Introducing graphic principles (part II) and interactive graphics (10am-12pm) 

  1. The basic principles of making good graphics (part II)

  2. Discussion of graphic examples

  3. Introduction of web-based interactive graphics

  4. Hands-on exercise on interactive graphics using Shiny R packages

  5. Answers to hands-on exercise from Day-1

 

 Office hours with instructors (Gordon Hall Room 316, 12:15-1:15pm): 

Discuss your project proposal; required for all registered students

 

Day 3 (registration required) – 2 hours 

Date: 10am -12pm, Tuesday, June 7th, 2016
Location: TMEC 209
Outline:

 

Having discussions on junk and good graphics; 

Presenting your projects 

  1. Answers to hands-on exercise from Day-2

  2. Project presentations (see the description in the Assignment section) and feedback from peers and instructors

 

Prerequisite: Knowing the most basic R function (e.g., importing data, reading variables); 

If you are unfamiliar with basic R functions, you can prepare yourself for the hands-on exercises by: 

  1. Taking an online tutorial, for example, https://www.datacamp.com/courses/free-introduction-to-r,or

  2. coming to our optional R tutorial on May 31st , 2016 from 9:30-10am 

Registration: Only graduate students are eligible to register this course.
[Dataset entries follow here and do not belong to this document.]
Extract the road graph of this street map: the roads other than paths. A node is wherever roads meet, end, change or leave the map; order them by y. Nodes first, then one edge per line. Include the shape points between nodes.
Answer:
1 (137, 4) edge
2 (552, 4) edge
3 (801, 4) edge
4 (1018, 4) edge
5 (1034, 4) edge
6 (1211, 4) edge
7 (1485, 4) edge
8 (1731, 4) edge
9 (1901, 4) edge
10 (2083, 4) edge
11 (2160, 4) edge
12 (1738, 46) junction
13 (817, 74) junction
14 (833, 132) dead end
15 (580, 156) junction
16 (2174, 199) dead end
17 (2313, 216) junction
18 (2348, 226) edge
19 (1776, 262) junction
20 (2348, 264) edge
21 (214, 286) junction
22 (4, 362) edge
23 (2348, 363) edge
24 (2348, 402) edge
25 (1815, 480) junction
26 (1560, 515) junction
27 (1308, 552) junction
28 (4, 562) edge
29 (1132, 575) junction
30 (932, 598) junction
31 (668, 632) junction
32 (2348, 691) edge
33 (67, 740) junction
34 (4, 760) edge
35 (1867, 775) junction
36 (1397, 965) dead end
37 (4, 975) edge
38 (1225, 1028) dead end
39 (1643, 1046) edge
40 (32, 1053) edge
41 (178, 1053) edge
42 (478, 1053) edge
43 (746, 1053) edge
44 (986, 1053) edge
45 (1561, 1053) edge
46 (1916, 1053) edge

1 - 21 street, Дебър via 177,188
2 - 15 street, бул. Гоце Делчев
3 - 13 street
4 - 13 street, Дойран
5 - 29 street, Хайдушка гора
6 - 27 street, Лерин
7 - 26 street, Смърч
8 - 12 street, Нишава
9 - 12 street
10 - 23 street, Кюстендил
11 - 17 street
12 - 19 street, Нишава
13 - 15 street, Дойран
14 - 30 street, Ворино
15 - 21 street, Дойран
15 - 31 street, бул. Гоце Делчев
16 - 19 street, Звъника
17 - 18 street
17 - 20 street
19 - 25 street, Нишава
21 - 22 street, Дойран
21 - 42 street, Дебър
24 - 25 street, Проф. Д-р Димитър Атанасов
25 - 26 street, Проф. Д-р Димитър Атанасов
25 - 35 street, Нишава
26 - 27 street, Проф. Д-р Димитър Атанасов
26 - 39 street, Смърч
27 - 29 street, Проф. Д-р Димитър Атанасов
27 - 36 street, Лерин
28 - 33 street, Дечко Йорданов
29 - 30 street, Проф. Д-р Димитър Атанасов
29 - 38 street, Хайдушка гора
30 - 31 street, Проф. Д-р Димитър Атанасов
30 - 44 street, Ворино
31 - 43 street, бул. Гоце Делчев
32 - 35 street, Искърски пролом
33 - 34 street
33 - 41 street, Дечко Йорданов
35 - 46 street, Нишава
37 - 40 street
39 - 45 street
Please talk to the instructors if you are not a graduate student, but you want to audit the whole course. 

Assignment

Group project: 

  1. Discuss your proposal with instructors on Day-2;

  2. Project proposal (1-2 page paper, due 2pm June 5th);

  3. Project presentation in Day-3 (5-10 minutes PowerPoint, due 6pm June 7th

Submission: Submit your word/PDF document to instructors via Google Docs 

Things need to include in your project proposal and the PowerPoint of your final presentation: 

  1. Introduction (e.g., the rationale/significance of your study and who is your audience)

  2. What question(s) does your graph intend to answer? (i.e., Research questions/study purpose)

  3. How well does this graph answer the question(s)?

  4. What are the strength and weakness of your graph?

  5. Can you suggest any improvements? 

Required Materials and Equipment: Download R and R studio, download course materials for the hands on exercises, and bring a personal laptop.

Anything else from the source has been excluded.